The initiative works to identify privately-owned properties throughout the city with a large share of vacancies that can be converted into safe, secure permanent housing and be immediately occupied by formerly homeless and other vulnerable households.

“In order to make real changes for homeless New Yorkers, we must seize every opportunity to create more affordable housing. With our new Property Pathways initiative, we’re letting owners and prospective buyers know that creating long-term solutions for those struggling with homelessness is a top priority, and must continue to be a joint effort,” said HPD Commissioner Louise Carroll.

“I thank my team at HPD for their work to find new, creative pathways to serve New Yorkers in need.”

“New housing is among the most crucial tools we can deploy as we fight a citywide affordability crisis and address the challenge of homelessness, decades in the making,” said Department of Social Services Commissioner Banks.

“This announcement will build on our progress at DSS-DHS-HRA helping more than 133,000 New Yorkers secure permanent housing, either exiting shelter or avoiding shelter altogether, through our Social Services programs, including the rental assistance and rehousing programs that this Administration rebuilt from scratch upon taking office. We look forward to connecting more New Yorkers experiencing homelessness with these valuable resources in order to help them get back on their feet.”

Property Pathways will provide financing to owners of vacant or partially vacant buildings with a minimum of 10 units to redevelop their buildings into permanent housing for homeless and vulnerable New Yorkers.

At least 50 percent of the units in the identified buildings will be set aside for homeless households, supportive households, or a mix of both populations referred from City shelters through an HPD-approved process.

Projects going through this RFEI will be expected to select a service provider to assist formerly homeless households transition to affordable permanent housing.
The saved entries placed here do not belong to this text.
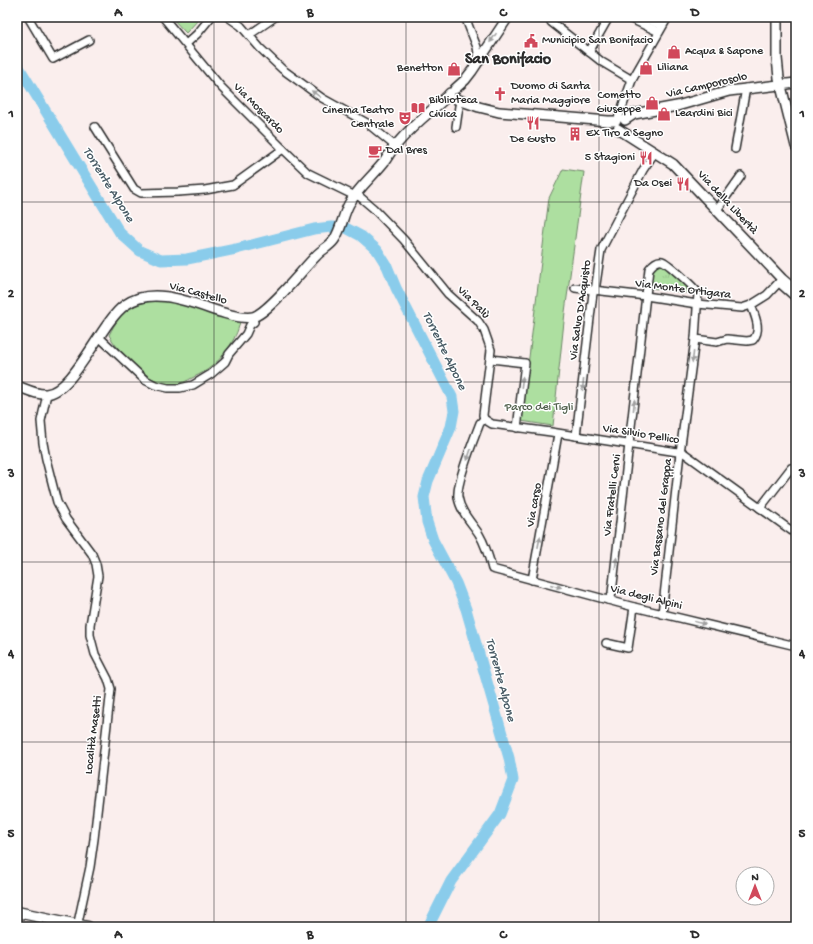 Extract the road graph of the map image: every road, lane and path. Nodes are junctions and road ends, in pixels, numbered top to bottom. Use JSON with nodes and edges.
{"nodes":[{"id":1,"x":28,"y":17,"type":"edge"},
{"id":2,"x":162,"y":17,"type":"edge"},
{"id":3,"x":211,"y":17,"type":"edge"},
{"id":4,"x":228,"y":17,"type":"edge"},
{"id":5,"x":275,"y":17,"type":"edge"},
{"id":6,"x":465,"y":17,"type":"edge"},
{"id":7,"x":508,"y":17,"type":"edge"},
{"id":8,"x":610,"y":17,"type":"edge"},
{"id":9,"x":627,"y":17,"type":"edge"},
{"id":10,"x":643,"y":17,"type":"edge"},
{"id":11,"x":668,"y":17,"type":"edge"},
{"id":12,"x":777,"y":17,"type":"edge"},
{"id":13,"x":551,"y":22,"type":"dead end"},
{"id":14,"x":660,"y":29,"type":"junction"},
{"id":15,"x":249,"y":35,"type":"junction"},
{"id":16,"x":89,"y":40,"type":"dead end"},
{"id":17,"x":186,"y":44,"type":"junction"},
{"id":18,"x":589,"y":52,"type":"junction"},
{"id":19,"x":479,"y":60,"type":"junction"},
{"id":20,"x":632,"y":80,"type":"junction"},
{"id":21,"x":796,"y":83,"type":"edge"},
{"id":22,"x":781,"y":84,"type":"junction"},
{"id":23,"x":746,"y":88,"type":"junction"},
{"id":24,"x":456,"y":96,"type":"junction"},
{"id":25,"x":619,"y":123,"type":"junction"},
{"id":26,"x":95,"y":127,"type":"dead end"},
{"id":27,"x":456,"y":127,"type":"dead end"},
{"id":28,"x":395,"y":146,"type":"junction"},
{"id":29,"x":796,"y":146,"type":"edge"},
{"id":30,"x":735,"y":149,"type":"dead end"},
{"id":31,"x":283,"y":150,"type":"junction"},
{"id":32,"x":655,"y":152,"type":"junction"},
{"id":33,"x":741,"y":176,"type":"dead end"},
{"id":34,"x":354,"y":195,"type":"junction"},
{"id":35,"x":717,"y":210,"type":"junction"},
{"id":36,"x":780,"y":281,"type":"junction"},
{"id":37,"x":575,"y":288,"type":"dead end"},
{"id":38,"x":595,"y":291,"type":"junction"},
{"id":39,"x":796,"y":291,"type":"edge"},
{"id":40,"x":646,"y":296,"type":"junction"},
{"id":41,"x":796,"y":298,"type":"edge"},
{"id":42,"x":698,"y":304,"type":"junction"},
{"id":43,"x":751,"y":305,"type":"junction"},
{"id":44,"x":252,"y":317,"type":"junction"},
{"id":45,"x":99,"y":337,"type":"junction"},
{"id":46,"x":695,"y":339,"type":"junction"},
{"id":47,"x":491,"y":359,"type":"junction"},
{"id":48,"x":17,"y":386,"type":"edge"},
{"id":49,"x":47,"y":394,"type":"junction"},
{"id":50,"x":484,"y":419,"type":"junction"},
{"id":51,"x":517,"y":428,"type":"junction"},
{"id":52,"x":558,"y":434,"type":"junction"},
{"id":53,"x":576,"y":436,"type":"junction"},
{"id":54,"x":630,"y":444,"type":"junction"},
{"id":55,"x":680,"y":453,"type":"junction"},
{"id":56,"x":791,"y":468,"type":"dead end"},
{"id":57,"x":760,"y":508,"type":"junction"},
{"id":58,"x":796,"y":534,"type":"edge"},
{"id":59,"x":492,"y":568,"type":"joint"},
{"id":60,"x":532,"y":580,"type":"junction"},
{"id":61,"x":608,"y":600,"type":"junction"},
{"id":62,"x":634,"y":607,"type":"junction"},
{"id":63,"x":662,"y":614,"type":"junction"},
{"id":64,"x":606,"y":642,"type":"dead end"},
{"id":65,"x":796,"y":646,"type":"edge"},
{"id":66,"x":17,"y":912,"type":"edge"},
{"id":67,"x":77,"y":926,"type":"edge"},
{"id":68,"x":88,"y":927,"type":"edge"}],
"edges":[{"from":1,"to":16,"type":"street"},
{"from":2,"to":17,"type":"street","name":"Via Moscardo"},
{"from":3,"to":17,"type":"street"},
{"from":4,"to":15,"type":"street"},
{"from":5,"to":15,"type":"street"},
{"from":6,"to":19,"type":"street"},
{"from":7,"to":19,"type":"street","one_way":true},
{"from":8,"to":18,"type":"street"},
{"from":9,"to":14,"type":"street"},
{"from":10,"to":14,"type":"street"},
{"from":11,"to":14,"type":"street"},
{"from":12,"to":22,"type":"street"},
{"from":13,"to":18,"type":"street"},
{"from":14,"to":20,"type":"street"},
{"from":28,"to":15,"type":"street","one_way":true},
{"from":17,"to":31,"type":"street","name":"Via Moscardo"},
{"from":18,"to":20,"type":"street"},
{"from":19,"to":24,"type":"street"},
{"from":20,"to":25,"type":"street"},
{"from":21,"to":22,"type":"street","name":"Via Camporosolo"},
{"from":22,"to":23,"type":"street","name":"Via Camporosolo"},
{"from":22,"to":29,"type":"street"},
{"from":23,"to":25,"type":"street","name":"Via Camporosolo"},
{"from":23,"to":30,"type":"street"},
{"from":24,"to":25,"type":"street","name":"Via Camporosolo"},
{"from":24,"to":27,"type":"street"},
{"from":24,"to":28,"type":"street"},
{"from":25,"to":32,"type":"street","name":"Via della Libertà"},
{"from":26,"to":31,"type":"street"},
{"from":28,"to":34,"type":"street"},
{"from":31,"to":34,"type":"street","name":"Via Moscardo"},
{"from":32,"to":35,"type":"street","name":"Via della Libertà"},
{"from":32,"to":38,"type":"street","name":"Via Salvo D'Acquisto"},
{"from":33,"to":35,"type":"street"},
{"from":34,"to":44,"type":"street"},
{"from":34,"to":47,"type":"street","name":"Via Palù"},
{"from":35,"to":36,"type":"street","name":"Via della Libertà"},
{"from":36,"to":39,"type":"street","name":"Via della Libertà"},
{"from":36,"to":41,"type":"street"},
{"from":36,"to":43,"type":"street","name":"Via Monte Ortigara"},
{"from":37,"to":38,"type":"street","name":"Via Monte Ortigara"},
{"from":38,"to":40,"type":"street","name":"Via Monte Ortigara"},
{"from":38,"to":53,"type":"street","name":"Via Salvo D'Acquisto","one_way":true},
{"from":40,"to":42,"type":"street","name":"Via Monte Ortigara"},
{"from":40,"to":42,"type":"street","name":"Via Fratelli Cervi"},
{"from":54,"to":40,"type":"street","name":"Via Fratelli Cervi","one_way":true},
{"from":42,"to":43,"type":"street","name":"Via Monte Ortigara"},
{"from":42,"to":46,"type":"street","name":"Via Bassano del Grappa"},
{"from":43,"to":46,"type":"street"},
{"from":44,"to":45,"type":"street","name":"Via Castello"},
{"from":44,"to":45,"type":"street"},
{"from":45,"to":49,"type":"street","name":"Via Castello"},
{"from":46,"to":55,"type":"street","name":"Via Bassano del Grappa","one_way":true},
{"from":47,"to":50,"type":"street","name":"Via Palù"},
{"from":51,"to":47,"type":"street","one_way":true},
{"from":48,"to":49,"type":"street"},
{"from":49,"to":67,"type":"street","name":"Località Masetti"},
{"from":50,"to":51,"type":"street","name":"Via Silvio Pellico"},
{"from":50,"to":59,"type":"street","name":"Via Palù","one_way":true},
{"from":51,"to":52,"type":"street","name":"Via Silvio Pellico"},
{"from":52,"to":53,"type":"street","name":"Via Silvio Pellico"},
{"from":60,"to":52,"type":"street","name":"Via carso","one_way":true},
{"from":53,"to":54,"type":"street","name":"Via Silvio Pellico"},
{"from":54,"to":55,"type":"street","name":"Via Silvio Pellico"},
{"from":61,"to":54,"type":"street","name":"Via Fratelli Cervi","one_way":true},
{"from":55,"to":57,"type":"street","name":"Via Silvio Pellico"},
{"from":55,"to":63,"type":"street","name":"Via Bassano del Grappa"},
{"from":56,"to":57,"type":"street"},
{"from":57,"to":58,"type":"street","name":"Via Silvio Pellico"},
{"from":59,"to":60,"type":"street","name":"Via degli Alpini"},
{"from":60,"to":61,"type":"street","name":"Via degli Alpini","one_way":true},
{"from":61,"to":62,"type":"street","name":"Via degli Alpini"},
{"from":62,"to":63,"type":"street","name":"Via degli Alpini"},
{"from":62,"to":64,"type":"street"},
{"from":63,"to":65,"type":"street","name":"Via degli Alpini","one_way":true},
{"from":66,"to":67,"type":"main road"},
{"from":67,"to":68,"type":"main road"}]}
The remaining 50 percent of units will be income-restricted and go through HPD’s marketing process.

The initiative will also help prospective owners acquire vacant properties that they can redevelop into affordable housing through HPD programs like Neighborhood Pillars, which provides low-interest loans and tax exemptions to nonprofits and mission driven organizations.

Respondents to the RFEI must demonstrate a successful history of managing and renovating occupied residential buildings, and show that there is no prior history of tenant harassment.